*** Opening Entries shown ***

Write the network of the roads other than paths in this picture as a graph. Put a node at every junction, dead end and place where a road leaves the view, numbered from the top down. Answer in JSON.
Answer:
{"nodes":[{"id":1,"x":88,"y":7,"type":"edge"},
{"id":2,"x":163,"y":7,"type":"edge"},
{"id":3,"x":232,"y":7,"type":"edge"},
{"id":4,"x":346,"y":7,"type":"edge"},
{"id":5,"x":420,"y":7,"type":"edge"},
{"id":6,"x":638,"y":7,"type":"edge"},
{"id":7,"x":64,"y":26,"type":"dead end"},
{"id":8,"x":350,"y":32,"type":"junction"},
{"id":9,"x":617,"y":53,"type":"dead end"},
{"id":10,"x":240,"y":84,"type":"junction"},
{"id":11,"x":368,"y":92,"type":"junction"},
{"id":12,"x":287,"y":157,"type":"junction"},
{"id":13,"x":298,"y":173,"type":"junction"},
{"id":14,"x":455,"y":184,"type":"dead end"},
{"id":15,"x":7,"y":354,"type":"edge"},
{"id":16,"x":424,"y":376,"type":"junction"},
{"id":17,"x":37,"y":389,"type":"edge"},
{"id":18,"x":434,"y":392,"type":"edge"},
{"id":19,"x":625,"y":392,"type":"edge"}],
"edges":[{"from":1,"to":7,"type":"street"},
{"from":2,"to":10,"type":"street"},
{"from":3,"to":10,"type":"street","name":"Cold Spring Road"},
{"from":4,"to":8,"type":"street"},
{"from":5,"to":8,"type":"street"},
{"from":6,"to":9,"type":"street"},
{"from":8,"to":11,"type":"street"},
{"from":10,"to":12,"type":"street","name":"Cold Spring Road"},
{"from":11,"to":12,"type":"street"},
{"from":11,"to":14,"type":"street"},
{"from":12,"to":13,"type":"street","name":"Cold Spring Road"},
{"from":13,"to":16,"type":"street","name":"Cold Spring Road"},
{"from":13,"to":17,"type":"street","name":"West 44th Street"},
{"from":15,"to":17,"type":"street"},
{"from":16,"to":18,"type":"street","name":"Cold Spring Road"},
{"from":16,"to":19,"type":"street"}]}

*** Closing Entries shown ***

## What the task requires
Retype everything in the material above exactly.

## Result
Write the network of the roads other than paths in this picture as a graph. Put a node at every junction, dead end and place where a road leaves the view, numbered from the top down. Answer in JSON.
Answer:
{"nodes":[{"id":1,"x":88,"y":7,"type":"edge"},
{"id":2,"x":163,"y":7,"type":"edge"},
{"id":3,"x":232,"y":7,"type":"edge"},
{"id":4,"x":346,"y":7,"type":"edge"},
{"id":5,"x":420,"y":7,"type":"edge"},
{"id":6,"x":638,"y":7,"type":"edge"},
{"id":7,"x":64,"y":26,"type":"dead end"},
{"id":8,"x":350,"y":32,"type":"junction"},
{"id":9,"x":617,"y":53,"type":"dead end"},
{"id":10,"x":240,"y":84,"type":"junction"},
{"id":11,"x":368,"y":92,"type":"junction"},
{"id":12,"x":287,"y":157,"type":"junction"},
{"id":13,"x":298,"y":173,"type":"junction"},
{"id":14,"x":455,"y":184,"type":"dead end"},
{"id":15,"x":7,"y":354,"type":"edge"},
{"id":16,"x":424,"y":376,"type":"junction"},
{"id":17,"x":37,"y":389,"type":"edge"},
{"id":18,"x":434,"y":392,"type":"edge"},
{"id":19,"x":625,"y":392,"type":"edge"}],
"edges":[{"from":1,"to":7,"type":"street"},
{"from":2,"to":10,"type":"street"},
{"from":3,"to":10,"type":"street","name":"Cold Spring Road"},
{"from":4,"to":8,"type":"street"},
{"from":5,"to":8,"type":"street"},
{"from":6,"to":9,"type":"street"},
{"from":8,"to":11,"type":"street"},
{"from":10,"to":12,"type":"street","name":"Cold Spring Road"},
{"from":11,"to":12,"type":"street"},
{"from":11,"to":14,"type":"street"},
{"from":12,"to":13,"type":"street","name":"Cold Spring Road"},
{"from":13,"to":16,"type":"street","name":"Cold Spring Road"},
{"from":13,"to":17,"type":"street","name":"West 44th Street"},
{"from":15,"to":17,"type":"street"},
{"from":16,"to":18,"type":"street","name":"Cold Spring Road"},
{"from":16,"to":19,"type":"street"}]}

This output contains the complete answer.